I would try thin megs 16 and failiing that SRP the panel and reapply the megs 16. Obviously you will want to wash it first to remove and dirt etc. 

Your car looks like my dads did one Fathers day years ago when I decided to treat him to a car washing lol. He spent the whole of that day and most of the next trying to get it off while I hid!! Hee Hee Happy days!!


----------



## rockape (Feb 18, 2007)

i would use a paint cleaner to strip the bonnet, then reapply the 16 thinly and in over lapping circular motion. and buff straight away.hth.


----------



## Han5y (Sep 23, 2009)

dodge77 said:


> Thanks for all the tips guys
> 
> Whats everyones thought on the blue version of Natty's?
> 
> http://poorboysworld.com/natty-blue.htm


Nattys blue is a lovely wax, easy to apply, easy to remove. And it give a beautyful shine on the carpaint. Its cheap aswell


----------



## tamandlee (Mar 14, 2010)

oh and I nearly forgot but someone in the personal sales section is selling natty paste wax for a fiver i think, could be worth a look but its not blue its white


----------



## hutchingsp (Apr 15, 2006)

Been there done that with Collinite 476 and Victoria Wax and it was bloody hard work on a small sports car, I can only imagine being faced with a saloon.
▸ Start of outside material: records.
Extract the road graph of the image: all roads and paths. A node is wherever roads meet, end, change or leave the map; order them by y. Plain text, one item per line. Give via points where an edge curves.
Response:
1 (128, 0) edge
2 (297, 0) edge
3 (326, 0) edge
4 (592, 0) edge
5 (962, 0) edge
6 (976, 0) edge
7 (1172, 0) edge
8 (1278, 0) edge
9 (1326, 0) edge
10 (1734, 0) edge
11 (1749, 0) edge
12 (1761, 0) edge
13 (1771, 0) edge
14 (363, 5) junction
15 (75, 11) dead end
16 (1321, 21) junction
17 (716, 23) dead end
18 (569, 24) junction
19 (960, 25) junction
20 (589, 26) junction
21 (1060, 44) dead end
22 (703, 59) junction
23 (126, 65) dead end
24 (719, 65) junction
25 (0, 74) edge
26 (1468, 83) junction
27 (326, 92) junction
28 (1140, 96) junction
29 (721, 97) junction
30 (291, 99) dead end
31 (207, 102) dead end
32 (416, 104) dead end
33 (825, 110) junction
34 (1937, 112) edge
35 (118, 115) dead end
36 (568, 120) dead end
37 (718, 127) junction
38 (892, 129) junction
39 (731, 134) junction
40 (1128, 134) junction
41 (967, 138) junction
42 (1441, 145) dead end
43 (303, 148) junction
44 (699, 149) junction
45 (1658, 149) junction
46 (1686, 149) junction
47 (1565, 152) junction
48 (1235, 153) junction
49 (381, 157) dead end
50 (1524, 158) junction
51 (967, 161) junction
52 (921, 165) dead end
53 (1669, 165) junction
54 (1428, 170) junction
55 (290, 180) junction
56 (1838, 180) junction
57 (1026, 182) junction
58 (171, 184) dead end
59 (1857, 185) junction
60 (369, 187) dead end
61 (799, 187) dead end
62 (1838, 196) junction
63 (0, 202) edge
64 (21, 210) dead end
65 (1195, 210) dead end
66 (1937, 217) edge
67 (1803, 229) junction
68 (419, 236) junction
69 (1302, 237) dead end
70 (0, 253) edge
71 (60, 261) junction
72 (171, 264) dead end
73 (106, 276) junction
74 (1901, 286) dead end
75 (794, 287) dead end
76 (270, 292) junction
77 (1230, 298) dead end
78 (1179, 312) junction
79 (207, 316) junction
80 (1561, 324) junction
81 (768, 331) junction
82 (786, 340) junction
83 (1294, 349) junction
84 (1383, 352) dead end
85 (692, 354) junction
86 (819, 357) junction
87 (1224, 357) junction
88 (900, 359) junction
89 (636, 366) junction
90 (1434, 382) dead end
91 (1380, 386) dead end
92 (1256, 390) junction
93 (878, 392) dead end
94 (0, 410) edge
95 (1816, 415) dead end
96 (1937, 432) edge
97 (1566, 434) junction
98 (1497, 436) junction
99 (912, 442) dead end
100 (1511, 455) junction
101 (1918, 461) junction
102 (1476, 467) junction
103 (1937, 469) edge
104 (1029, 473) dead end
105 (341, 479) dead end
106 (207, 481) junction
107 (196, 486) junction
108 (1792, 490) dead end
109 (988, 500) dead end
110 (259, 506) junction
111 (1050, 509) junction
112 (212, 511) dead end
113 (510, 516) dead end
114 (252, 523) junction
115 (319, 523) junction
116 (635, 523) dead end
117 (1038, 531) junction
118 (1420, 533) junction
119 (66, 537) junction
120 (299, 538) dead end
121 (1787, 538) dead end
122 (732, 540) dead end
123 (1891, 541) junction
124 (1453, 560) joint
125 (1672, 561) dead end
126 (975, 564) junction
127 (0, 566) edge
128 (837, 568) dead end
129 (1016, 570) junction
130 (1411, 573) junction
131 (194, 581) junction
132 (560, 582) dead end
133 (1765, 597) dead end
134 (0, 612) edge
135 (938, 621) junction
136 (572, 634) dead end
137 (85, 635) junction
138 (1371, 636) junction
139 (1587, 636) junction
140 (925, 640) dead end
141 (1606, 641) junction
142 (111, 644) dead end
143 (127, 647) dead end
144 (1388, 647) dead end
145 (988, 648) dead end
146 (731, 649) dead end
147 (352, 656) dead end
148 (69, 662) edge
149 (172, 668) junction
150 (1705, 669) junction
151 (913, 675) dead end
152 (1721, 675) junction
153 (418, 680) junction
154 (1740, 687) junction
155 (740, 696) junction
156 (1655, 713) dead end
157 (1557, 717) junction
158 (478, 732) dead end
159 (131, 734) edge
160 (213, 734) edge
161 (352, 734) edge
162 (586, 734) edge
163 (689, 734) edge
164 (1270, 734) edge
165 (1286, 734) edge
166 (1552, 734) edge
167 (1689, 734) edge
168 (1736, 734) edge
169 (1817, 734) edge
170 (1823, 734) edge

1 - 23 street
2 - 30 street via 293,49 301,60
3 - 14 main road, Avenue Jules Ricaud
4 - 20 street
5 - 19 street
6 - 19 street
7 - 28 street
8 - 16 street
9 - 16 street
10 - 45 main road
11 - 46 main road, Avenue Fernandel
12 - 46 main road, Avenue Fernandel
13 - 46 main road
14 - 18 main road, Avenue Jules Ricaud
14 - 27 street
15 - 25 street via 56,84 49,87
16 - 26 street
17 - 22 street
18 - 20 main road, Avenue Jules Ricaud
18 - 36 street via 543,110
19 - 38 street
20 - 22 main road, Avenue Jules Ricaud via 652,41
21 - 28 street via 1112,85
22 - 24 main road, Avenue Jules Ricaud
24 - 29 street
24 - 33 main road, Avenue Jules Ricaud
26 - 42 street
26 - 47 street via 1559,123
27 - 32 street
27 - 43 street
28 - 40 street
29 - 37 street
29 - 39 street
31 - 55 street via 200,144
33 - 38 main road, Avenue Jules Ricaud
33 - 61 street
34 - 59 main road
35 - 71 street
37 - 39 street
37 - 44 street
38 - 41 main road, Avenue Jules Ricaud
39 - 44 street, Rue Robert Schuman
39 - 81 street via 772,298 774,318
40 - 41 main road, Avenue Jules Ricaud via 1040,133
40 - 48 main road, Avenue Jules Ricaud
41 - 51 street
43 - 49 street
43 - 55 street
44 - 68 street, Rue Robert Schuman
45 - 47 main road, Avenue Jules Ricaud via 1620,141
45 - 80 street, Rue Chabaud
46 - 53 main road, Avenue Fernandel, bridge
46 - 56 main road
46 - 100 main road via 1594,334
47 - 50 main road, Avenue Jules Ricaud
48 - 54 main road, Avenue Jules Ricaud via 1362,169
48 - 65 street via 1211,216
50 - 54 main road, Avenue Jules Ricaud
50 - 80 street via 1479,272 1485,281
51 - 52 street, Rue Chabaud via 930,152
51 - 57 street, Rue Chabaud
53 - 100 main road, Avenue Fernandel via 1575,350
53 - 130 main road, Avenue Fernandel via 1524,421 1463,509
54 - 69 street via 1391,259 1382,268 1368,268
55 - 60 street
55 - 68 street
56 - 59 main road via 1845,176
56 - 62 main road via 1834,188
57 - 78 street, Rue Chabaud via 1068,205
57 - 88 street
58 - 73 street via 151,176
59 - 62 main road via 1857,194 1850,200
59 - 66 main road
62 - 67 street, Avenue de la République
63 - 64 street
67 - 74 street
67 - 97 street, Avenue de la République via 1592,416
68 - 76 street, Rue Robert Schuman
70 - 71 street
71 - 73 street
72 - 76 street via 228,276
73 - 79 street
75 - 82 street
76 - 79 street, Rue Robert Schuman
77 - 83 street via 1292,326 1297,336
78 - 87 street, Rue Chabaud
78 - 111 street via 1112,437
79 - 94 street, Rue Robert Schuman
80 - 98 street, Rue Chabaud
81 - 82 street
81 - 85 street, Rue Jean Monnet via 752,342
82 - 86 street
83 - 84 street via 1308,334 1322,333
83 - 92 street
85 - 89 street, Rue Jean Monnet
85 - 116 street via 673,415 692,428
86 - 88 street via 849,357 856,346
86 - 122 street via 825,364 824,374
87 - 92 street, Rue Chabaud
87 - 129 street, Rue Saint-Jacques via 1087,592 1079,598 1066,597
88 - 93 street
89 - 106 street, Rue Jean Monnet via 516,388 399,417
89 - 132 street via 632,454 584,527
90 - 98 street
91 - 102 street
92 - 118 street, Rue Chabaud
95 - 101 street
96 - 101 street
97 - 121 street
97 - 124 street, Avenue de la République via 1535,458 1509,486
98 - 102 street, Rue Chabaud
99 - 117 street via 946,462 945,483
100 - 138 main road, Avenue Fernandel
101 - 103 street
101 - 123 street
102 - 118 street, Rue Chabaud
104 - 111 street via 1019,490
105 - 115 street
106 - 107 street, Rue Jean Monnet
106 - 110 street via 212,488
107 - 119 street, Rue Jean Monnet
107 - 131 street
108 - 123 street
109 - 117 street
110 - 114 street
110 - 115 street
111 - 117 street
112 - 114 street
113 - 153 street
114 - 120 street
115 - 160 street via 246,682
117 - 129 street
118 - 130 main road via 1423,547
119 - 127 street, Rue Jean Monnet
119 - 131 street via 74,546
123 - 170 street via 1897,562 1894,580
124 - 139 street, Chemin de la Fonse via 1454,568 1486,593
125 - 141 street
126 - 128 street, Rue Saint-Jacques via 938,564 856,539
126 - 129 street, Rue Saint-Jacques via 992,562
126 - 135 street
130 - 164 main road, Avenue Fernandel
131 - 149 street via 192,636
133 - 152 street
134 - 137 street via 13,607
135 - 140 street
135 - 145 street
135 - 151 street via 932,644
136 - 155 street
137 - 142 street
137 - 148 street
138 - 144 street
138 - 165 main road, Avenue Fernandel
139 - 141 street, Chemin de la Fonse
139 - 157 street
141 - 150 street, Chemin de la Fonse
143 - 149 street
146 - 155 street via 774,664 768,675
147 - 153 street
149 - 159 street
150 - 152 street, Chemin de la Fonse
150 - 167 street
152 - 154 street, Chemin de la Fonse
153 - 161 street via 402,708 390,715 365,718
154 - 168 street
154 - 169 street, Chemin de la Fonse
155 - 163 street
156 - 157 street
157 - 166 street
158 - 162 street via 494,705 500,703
I can only echo what others have said, you want a layer so thin that until it hazes you're not actually sure you're applied any.


----------



## Stevoraith (Mar 15, 2008)

Don't bother buying something else, learn to use the #16 properly and then if you still can't get on with it buy something else if you feel you need to.

Gordon (Caledonia) showed me how to apply #16 properly and I'm glad he did otherwise I probably would have ended up doing the same as you.
I didn't believe how little you needed to apply and how far it spreads.
Also, as someone else said, it doesn't need long to cure so coat two panels then go back and remove from the first, coat a third, remove from the second and so on.

Honestly, try it again before spending money on something else.


----------



## dodge77 (Sep 19, 2009)

Are MF cloths usually sufficient when wax is applied properly? just i can pick them up dirt cheap. Don't fancy paying AG perfect polishing cloth money again!



hutchingsp said:


> Been there done that with Collinite 476 and Victoria Wax and it was bloody hard work on a small sports car, I can only imagine being faced with a saloon.
> 
> .


Its worse than that its an estate! :doublesho


----------



## Leemack (Mar 6, 2009)

At the end of the day mate, detailing is about learning from mistakes and then applying your knowledge to the next job.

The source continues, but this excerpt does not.